AKSW Colloquium, 18.01.2016, Natural Language Processing and Question Answering

On the upcoming colloquium, Ivan Ermilov and Konrad Höffner, members of AKSW, will present two papers from the natural language processing (NLP) and Question Answering (QA) research areas.

ClausIE: Clause-Based Open Information Extraction

Authors. Del Corro, Luciano, and Rainer Gemulla.
Abstract. We propose ClausIE, a novel, clause-based approach to open information extraction, which extracts relations and their arguments from natural language text. ClausIE fundamentally differs from previous approaches in that it separates the detection of “useful” pieces of information expressed in a sentence from their representation in terms of extractions. In more detail, ClausIE exploits linguistic knowledge about the grammar of the English language to first detect clauses in an input sentence and to subsequently identify the type of each clause according to the grammatical function of its constituents. Based on this information, ClausIE is able to generate high-precision extractions; the representation of these extractions can be flexibly customized to the underlying application. ClausIE is based on dependency parsing and a small set of domain-independent lexica, operates sentence by sentence without any post-processing, and requires no training data (whether labeled or unlabeled). Our experimental study on various real-world datasets suggests that ClausIE obtains higher recall and higher precision than existing approaches, both on high-quality text as well as on noisy text as found in the web.
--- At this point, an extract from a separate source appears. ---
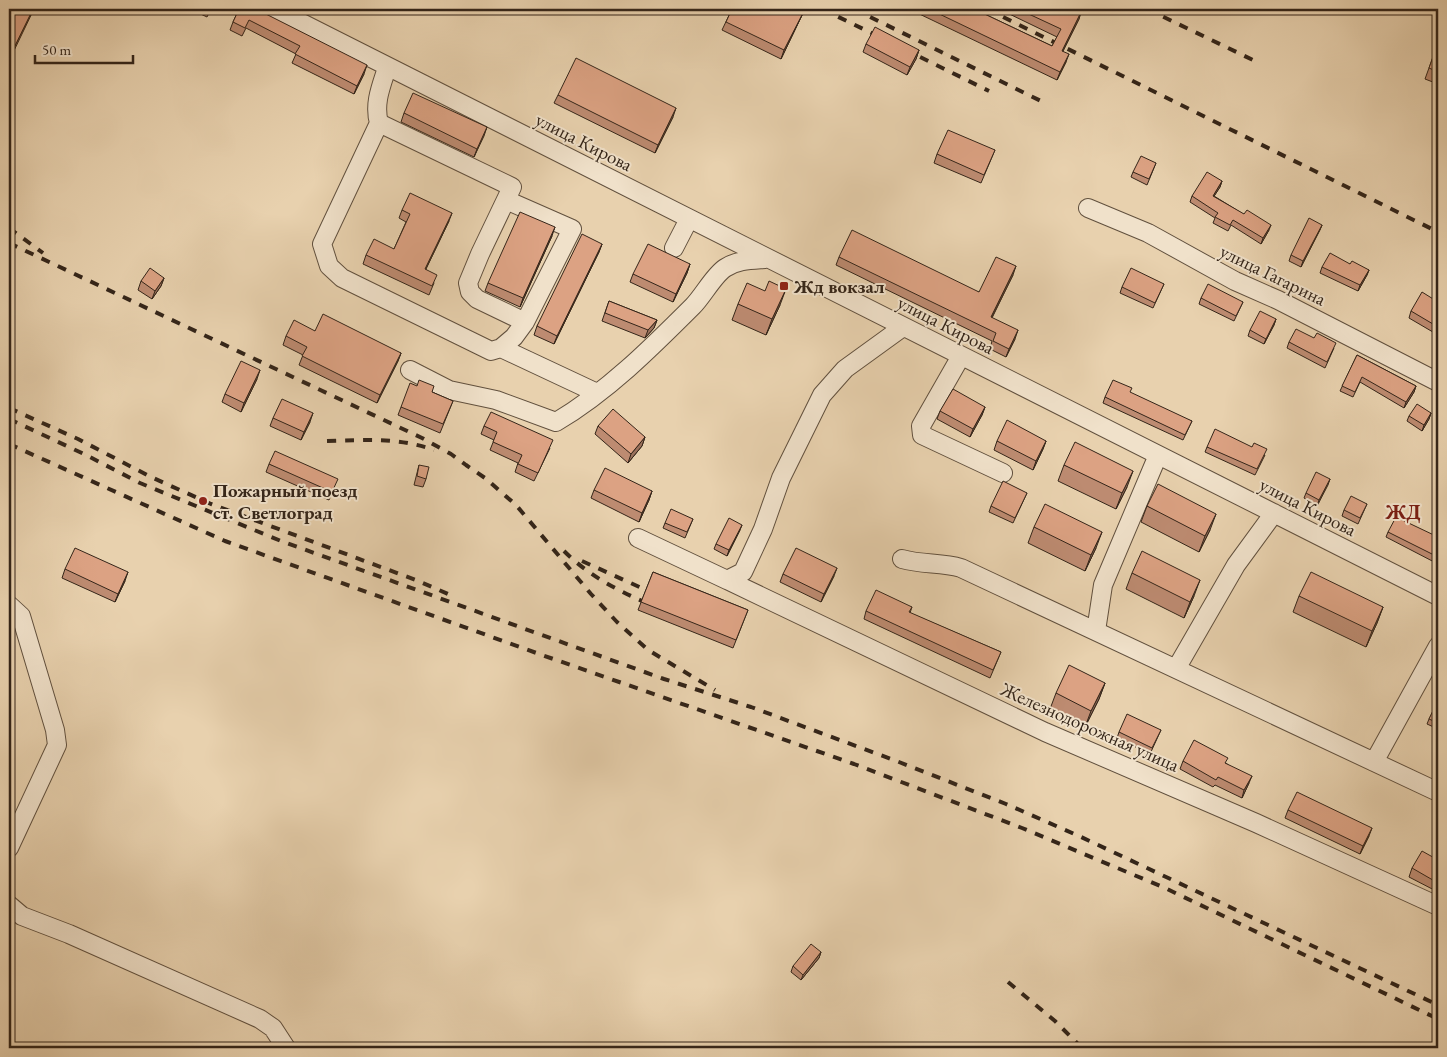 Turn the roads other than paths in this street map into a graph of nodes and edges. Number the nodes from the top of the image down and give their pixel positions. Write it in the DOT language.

A Joint Model for Question Answering over Multiple Knowledge Bases

Authors. Zhang, Yuanzhe, et al.
Abstract. As the amount of knowledge bases (KBs) grows rapidly, the problem of question answering (QA) over multiple KBs has drawn more attention. The most significant distinction between multiple KB-QA and single KB-QA is that the former must consider the alignments between KBs. The pipeline strategy first constructs the alignments independently, and then uses the obtained alignments to construct queries. However, alignment construction is not a trivial task, and the introduced noises would be passed on to query construction. By contrast, we notice that alignment construction and query construction are interactive steps, and jointly considering them would be beneficial. To this end, we present a novel joint model based on integer linear programming (ILP), uniting these two procedures into a uniform framework. The experimental results demonstrate that the proposed approach outperforms stateof-the-art systems, and is able to improve the performance of both alignment construction and query construction.

Each talk will last for 20 minutes. The audience will have 10 minutes to ask questions. There will be cookies and coffee break after the talks for discussion as well.